> ASSIGNED TASK:
Only lines containing the string "highway" belong in the answer; find them in the records and copy them.

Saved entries

▬▬▬▬▬▬▬▬▬▬

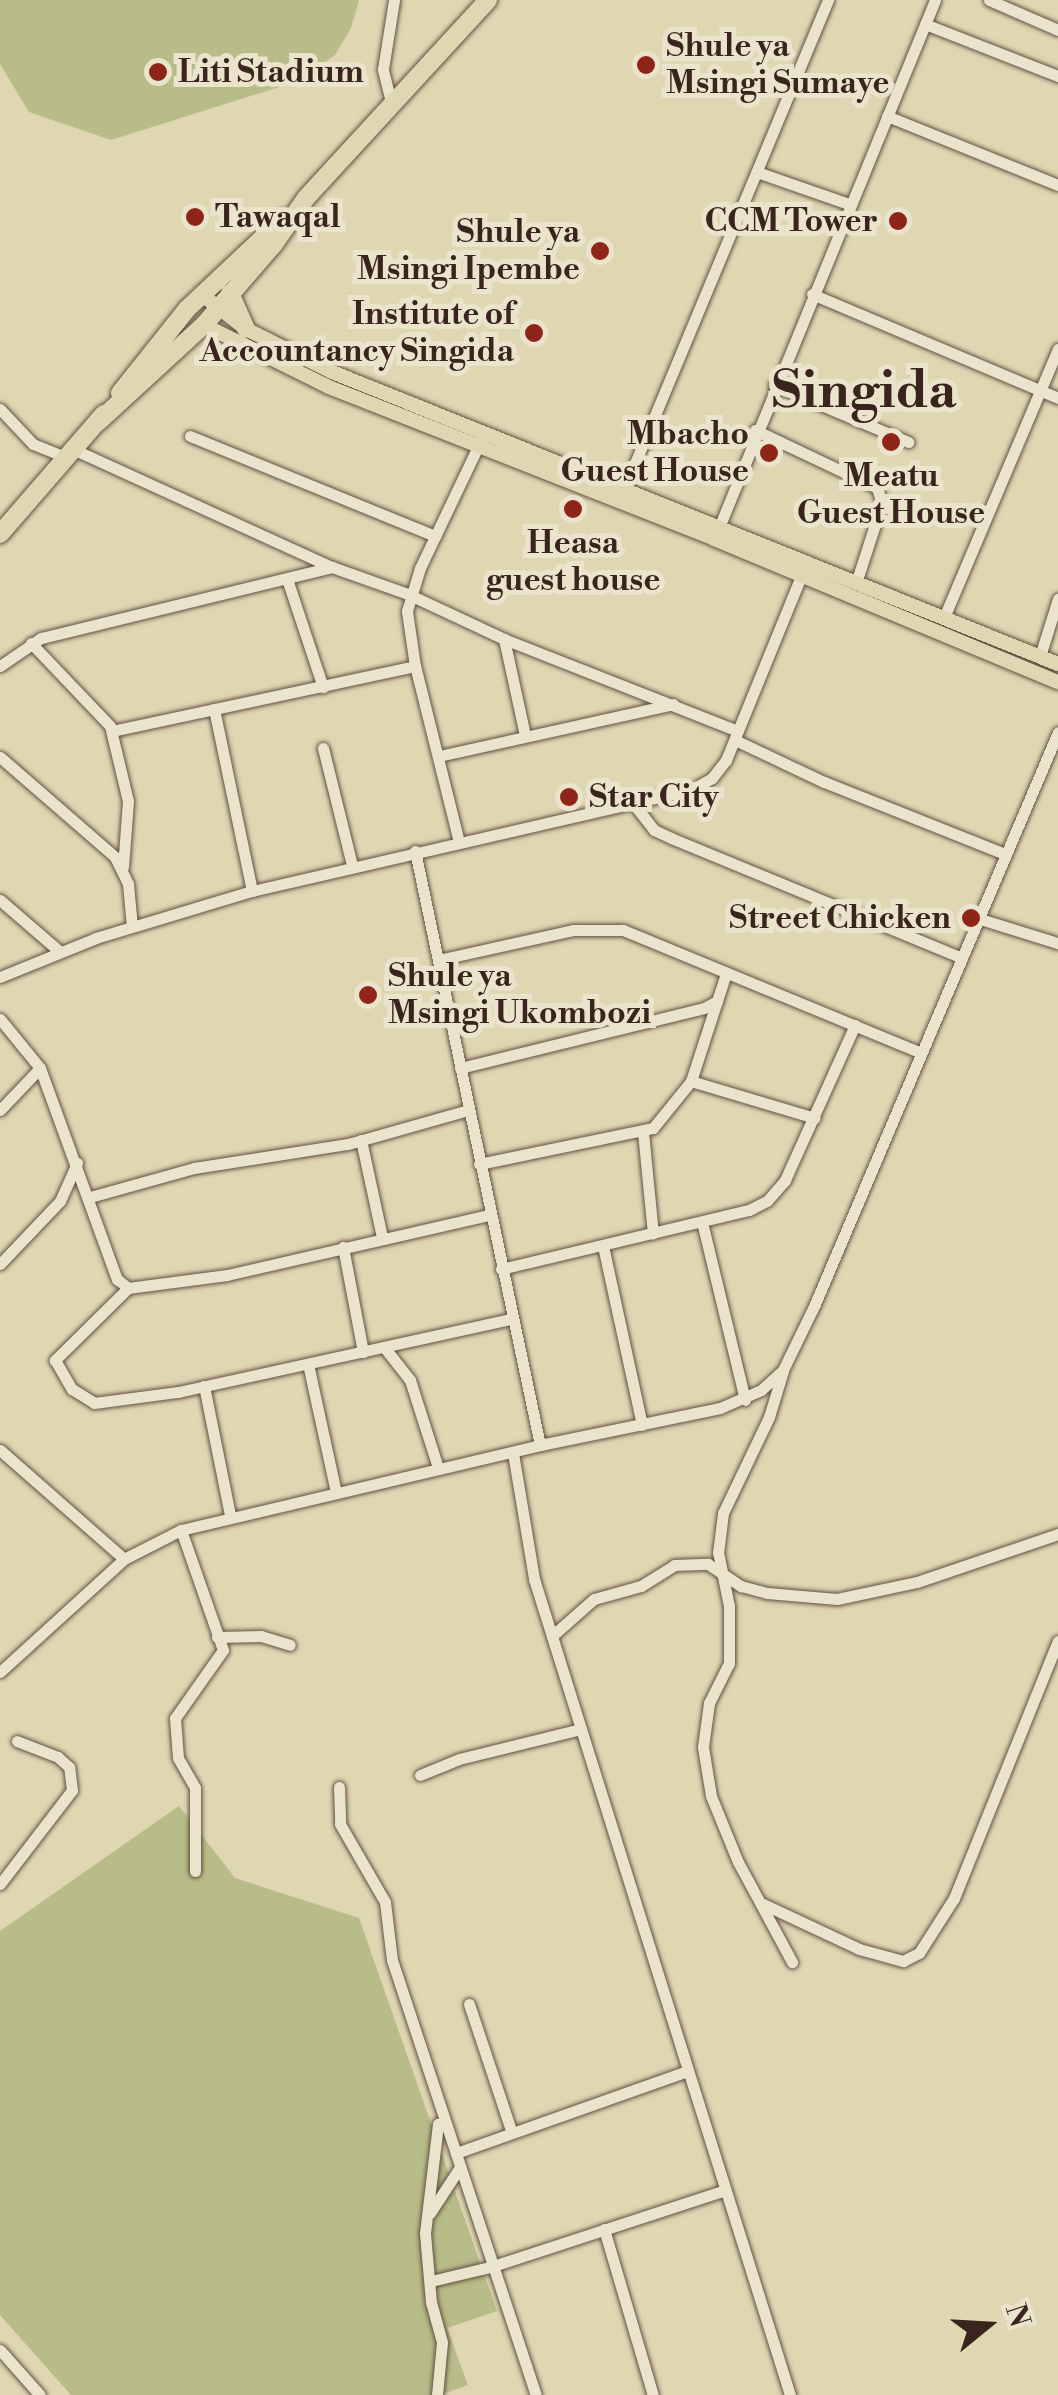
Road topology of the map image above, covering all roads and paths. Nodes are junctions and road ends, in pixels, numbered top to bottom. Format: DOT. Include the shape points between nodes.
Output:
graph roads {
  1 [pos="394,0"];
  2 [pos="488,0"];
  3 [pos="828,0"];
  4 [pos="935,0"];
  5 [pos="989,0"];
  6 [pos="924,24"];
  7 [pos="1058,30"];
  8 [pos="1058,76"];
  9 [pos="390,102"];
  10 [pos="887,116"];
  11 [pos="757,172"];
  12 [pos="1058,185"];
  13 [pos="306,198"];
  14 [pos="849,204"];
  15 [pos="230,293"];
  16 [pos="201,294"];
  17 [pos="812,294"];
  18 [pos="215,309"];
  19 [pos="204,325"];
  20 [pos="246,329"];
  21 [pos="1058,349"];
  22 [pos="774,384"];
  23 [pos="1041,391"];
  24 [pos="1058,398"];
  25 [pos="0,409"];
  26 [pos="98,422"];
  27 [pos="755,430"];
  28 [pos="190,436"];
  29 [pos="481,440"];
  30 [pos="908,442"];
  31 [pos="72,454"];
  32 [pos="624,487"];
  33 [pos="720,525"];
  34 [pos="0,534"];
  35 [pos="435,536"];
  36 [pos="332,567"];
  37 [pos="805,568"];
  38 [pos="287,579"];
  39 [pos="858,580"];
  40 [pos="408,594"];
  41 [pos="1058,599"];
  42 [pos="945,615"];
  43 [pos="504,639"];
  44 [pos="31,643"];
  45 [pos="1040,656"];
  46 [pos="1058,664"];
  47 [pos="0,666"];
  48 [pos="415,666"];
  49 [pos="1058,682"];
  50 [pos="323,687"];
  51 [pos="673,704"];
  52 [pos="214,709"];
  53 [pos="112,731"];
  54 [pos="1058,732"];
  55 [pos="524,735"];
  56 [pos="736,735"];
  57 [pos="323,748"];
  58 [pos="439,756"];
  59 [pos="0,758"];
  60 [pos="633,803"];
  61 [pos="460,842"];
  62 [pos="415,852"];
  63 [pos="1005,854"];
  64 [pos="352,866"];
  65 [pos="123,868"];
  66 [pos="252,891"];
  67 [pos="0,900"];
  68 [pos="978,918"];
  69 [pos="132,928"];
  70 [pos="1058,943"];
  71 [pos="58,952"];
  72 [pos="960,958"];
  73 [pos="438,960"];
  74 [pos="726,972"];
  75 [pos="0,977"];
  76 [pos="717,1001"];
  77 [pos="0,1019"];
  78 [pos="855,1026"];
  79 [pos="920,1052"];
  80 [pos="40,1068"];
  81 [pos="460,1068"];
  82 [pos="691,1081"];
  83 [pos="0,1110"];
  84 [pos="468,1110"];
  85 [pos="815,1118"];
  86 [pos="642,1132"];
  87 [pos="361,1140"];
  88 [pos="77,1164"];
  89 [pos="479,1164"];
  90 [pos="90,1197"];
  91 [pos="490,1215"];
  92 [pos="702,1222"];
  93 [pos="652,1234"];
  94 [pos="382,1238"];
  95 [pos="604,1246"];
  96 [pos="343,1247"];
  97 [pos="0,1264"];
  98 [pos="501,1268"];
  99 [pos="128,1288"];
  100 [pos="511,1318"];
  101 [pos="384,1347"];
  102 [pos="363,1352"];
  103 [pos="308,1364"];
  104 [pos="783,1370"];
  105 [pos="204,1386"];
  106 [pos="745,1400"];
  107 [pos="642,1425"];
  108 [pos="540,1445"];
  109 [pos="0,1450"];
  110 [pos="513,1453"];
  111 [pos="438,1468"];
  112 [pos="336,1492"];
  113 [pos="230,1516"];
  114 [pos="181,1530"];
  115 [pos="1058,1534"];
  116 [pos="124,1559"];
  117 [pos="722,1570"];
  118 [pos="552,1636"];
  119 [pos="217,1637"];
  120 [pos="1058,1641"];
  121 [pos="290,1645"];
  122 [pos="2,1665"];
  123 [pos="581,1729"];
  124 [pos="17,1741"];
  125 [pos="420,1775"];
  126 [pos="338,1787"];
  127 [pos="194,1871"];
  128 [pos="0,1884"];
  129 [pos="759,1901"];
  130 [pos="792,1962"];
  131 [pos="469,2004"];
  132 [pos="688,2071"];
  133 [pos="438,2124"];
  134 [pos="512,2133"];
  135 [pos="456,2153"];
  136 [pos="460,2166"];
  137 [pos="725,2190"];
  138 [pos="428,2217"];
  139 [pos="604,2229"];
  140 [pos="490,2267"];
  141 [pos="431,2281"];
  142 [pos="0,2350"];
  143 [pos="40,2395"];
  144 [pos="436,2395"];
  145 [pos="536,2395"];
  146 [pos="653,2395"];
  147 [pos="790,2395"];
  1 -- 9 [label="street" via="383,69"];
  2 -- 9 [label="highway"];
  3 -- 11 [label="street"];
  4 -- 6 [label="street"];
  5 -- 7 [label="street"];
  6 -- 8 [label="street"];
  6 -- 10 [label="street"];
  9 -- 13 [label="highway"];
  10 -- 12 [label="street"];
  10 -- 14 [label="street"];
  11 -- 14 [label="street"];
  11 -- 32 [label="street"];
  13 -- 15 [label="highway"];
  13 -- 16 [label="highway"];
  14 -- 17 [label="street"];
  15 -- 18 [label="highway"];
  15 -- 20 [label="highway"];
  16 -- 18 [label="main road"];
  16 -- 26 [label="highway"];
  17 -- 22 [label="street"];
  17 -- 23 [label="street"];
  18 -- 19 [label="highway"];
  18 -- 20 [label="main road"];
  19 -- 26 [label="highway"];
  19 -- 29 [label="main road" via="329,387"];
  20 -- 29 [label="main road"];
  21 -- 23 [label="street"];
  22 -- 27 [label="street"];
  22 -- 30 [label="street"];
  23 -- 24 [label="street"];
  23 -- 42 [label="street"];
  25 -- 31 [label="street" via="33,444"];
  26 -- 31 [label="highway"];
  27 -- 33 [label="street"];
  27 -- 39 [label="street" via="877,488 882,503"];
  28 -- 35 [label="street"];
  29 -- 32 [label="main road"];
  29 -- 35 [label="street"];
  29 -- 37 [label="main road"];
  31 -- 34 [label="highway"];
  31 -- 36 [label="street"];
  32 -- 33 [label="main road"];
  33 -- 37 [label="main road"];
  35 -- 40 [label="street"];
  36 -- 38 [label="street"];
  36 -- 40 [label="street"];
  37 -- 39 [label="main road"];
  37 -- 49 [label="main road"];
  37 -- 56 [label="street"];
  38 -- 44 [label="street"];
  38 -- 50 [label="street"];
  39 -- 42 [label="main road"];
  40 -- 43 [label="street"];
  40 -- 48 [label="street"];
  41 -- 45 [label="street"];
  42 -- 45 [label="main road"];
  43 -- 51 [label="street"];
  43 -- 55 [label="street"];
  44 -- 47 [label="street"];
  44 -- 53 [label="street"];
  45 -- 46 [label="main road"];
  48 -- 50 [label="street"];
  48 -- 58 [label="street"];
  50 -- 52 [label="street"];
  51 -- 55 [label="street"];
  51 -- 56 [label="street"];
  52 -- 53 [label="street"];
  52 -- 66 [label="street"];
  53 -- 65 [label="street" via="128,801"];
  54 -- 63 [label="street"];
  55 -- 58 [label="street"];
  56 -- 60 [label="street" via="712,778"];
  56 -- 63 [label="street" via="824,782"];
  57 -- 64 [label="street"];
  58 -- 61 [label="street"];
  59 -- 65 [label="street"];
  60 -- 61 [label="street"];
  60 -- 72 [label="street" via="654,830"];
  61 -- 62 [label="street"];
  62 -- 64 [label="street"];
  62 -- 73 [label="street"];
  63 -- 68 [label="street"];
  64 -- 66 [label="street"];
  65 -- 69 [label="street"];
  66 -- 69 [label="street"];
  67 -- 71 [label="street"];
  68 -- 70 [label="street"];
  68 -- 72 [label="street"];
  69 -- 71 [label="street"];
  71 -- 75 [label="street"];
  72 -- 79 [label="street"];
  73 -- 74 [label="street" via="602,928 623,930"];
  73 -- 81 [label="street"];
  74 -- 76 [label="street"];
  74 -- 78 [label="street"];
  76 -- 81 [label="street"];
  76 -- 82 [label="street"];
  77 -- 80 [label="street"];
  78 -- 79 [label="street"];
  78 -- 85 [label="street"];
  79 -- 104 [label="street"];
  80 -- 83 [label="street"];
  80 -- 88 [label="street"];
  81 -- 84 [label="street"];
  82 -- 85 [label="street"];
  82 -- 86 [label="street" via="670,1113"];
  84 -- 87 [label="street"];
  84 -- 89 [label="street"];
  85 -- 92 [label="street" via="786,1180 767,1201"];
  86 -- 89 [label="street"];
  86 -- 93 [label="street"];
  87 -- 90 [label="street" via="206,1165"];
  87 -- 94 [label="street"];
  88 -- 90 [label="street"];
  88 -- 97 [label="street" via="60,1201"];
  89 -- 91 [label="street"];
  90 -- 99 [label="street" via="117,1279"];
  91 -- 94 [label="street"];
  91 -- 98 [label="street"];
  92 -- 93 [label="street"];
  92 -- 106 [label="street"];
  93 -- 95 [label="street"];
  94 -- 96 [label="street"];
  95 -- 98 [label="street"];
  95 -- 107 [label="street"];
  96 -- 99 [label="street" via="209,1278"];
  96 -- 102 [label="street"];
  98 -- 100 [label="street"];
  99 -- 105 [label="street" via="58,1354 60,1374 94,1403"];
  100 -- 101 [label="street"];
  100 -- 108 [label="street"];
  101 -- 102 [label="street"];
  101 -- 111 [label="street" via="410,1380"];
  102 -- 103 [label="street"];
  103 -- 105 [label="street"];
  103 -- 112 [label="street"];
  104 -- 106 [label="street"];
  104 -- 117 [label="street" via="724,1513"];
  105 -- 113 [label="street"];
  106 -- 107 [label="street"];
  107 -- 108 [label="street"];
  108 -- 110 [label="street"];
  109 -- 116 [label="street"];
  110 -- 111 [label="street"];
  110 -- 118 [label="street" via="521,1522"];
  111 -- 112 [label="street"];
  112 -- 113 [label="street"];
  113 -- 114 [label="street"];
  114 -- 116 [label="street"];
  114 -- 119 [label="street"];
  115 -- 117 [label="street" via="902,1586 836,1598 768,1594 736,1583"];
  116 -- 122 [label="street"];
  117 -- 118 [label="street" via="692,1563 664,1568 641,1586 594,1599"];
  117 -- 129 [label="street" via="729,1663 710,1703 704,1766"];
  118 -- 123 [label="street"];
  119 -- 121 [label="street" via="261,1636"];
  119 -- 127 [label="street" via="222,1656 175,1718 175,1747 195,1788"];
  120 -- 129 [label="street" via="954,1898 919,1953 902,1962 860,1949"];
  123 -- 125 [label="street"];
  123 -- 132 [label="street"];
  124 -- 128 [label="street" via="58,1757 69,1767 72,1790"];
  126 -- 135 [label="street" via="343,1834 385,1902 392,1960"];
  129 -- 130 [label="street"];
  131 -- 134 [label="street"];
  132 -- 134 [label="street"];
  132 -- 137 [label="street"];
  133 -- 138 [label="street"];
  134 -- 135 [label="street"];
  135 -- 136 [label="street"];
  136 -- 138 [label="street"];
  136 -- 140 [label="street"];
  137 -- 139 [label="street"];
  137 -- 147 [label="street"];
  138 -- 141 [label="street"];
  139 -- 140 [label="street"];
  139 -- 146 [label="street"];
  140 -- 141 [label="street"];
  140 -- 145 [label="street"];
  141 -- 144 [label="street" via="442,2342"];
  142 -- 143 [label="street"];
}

▬▬▬▬▬▬▬▬▬▬

> RESPONSE:
  2 -- 9 [label="highway"];
  9 -- 13 [label="highway"];
  13 -- 15 [label="highway"];
  13 -- 16 [label="highway"];
  15 -- 18 [label="highway"];
  15 -- 20 [label="highway"];
  16 -- 26 [label="highway"];
  18 -- 19 [label="highway"];
  19 -- 26 [label="highway"];
  26 -- 31 [label="highway"];
  31 -- 34 [label="highway"];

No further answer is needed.